At a high level, the mechanics of South Dakota’s impeachment provision are similar to impeachment in the U.S. Constitution, making it familiar to those who have followed impeachments in recent decades involving Presidents William J. Clinton and Donald J. Trump. Stated simply, the House of Representatives may pass articles of impeachment by a simple majority. An impeachment functions like an indictment in a criminal case; it is not a final judgment, but initiates a charge. If the House passes an impeachment, the Senate sits as a jury in a criminal case, and a two-thirds vote of members-elect (that is, twenty-four senators) is required to remove the officer.

Those subject to impeachment are “The Governor and other state and judicial officers.” One innovation in the South Dakota impeachment power, that differs from the U.S. Constitution, is that an official who has been impeached by the House of Representatives is suspended from office, pending the trial in the Senate. 

(I shared the SD Constitution’s entire impeachment article, which is pretty brief, in an earlier post. The impeachment article was original to the 1889 Constitution and has not been amended; section 3 actually still refers to “county judges, justices of the peace, and police magistrates,” all offices that were abolished by the revised judicial article passed in 1972.)

The South Dakota State Legislature has never reached the point of considering articles of impeachment. In part this is because South Dakota’s elected officials have, for the most part, avoided misconduct that would rise to that level. There are a couple notable exceptions.

Most famously, State Treasurer W. W. Taylor stole the entire state treasury when he left office in January 1895. In those early days of statehood, the state treasurer literally took personal possession of state funds, depositing them under his own name in the bank of his choice. This made it easy for Taylor, just prior to leaving office, to simply cash out the accounts. The story is best told C. Perry Armin’s “A State Treasurer Defaults: The Taylor Case of 1895,” which was published by South Dakota History in 1986 and is available online. A shorter overview of the matter was written by John Andrews of South Dakota Magazine in 2014.

Taylor’s misconduct, the embezzlement of the entire treasury, would have clearly justified removal from office; however, he committed his crime just as his term expired, and he had already left office when it was discovered.

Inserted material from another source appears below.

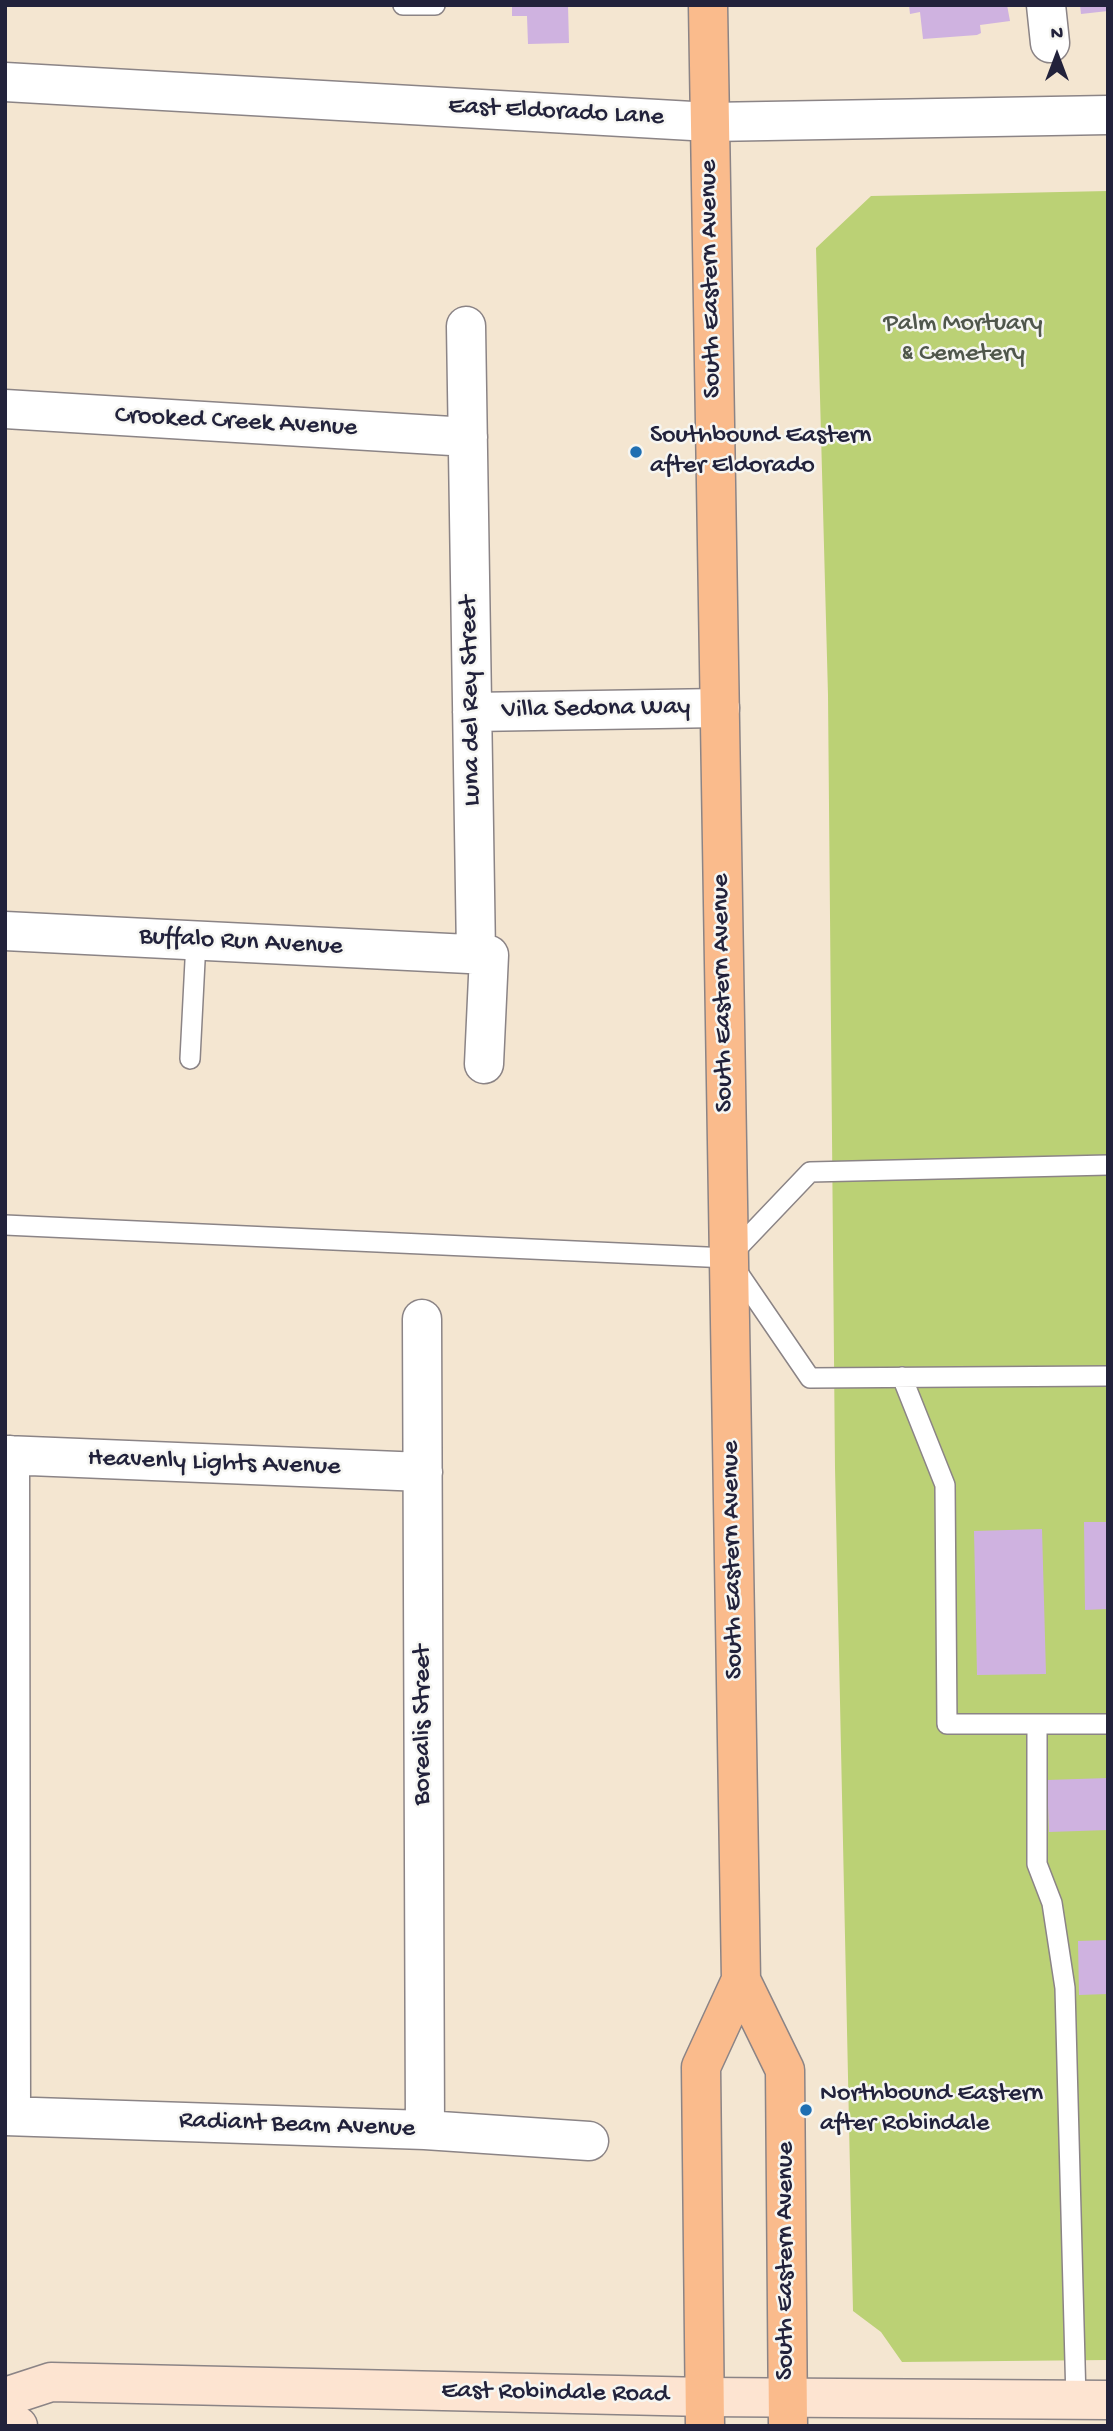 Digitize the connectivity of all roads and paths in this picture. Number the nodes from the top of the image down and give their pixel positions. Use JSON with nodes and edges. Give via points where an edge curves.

Therefore, an impeachment was moot and the State Legislature never considered one.

A second instance, less well known, occurred in 1942, when felony charges were brought against State Treasurer William G. Douglas and Commissioner of School and Public Lands Earl Hammerquist. Both officials were accused of accepting kickbacks in the issuing of state bonds. State Treasurer Douglas was convicted and promptly resigned, avoiding an impeachment. Commissioner Hammerquist was acquitted; he completed the final months of his term but was not reelected in 1942. Impeachment therefore was not considered in either case.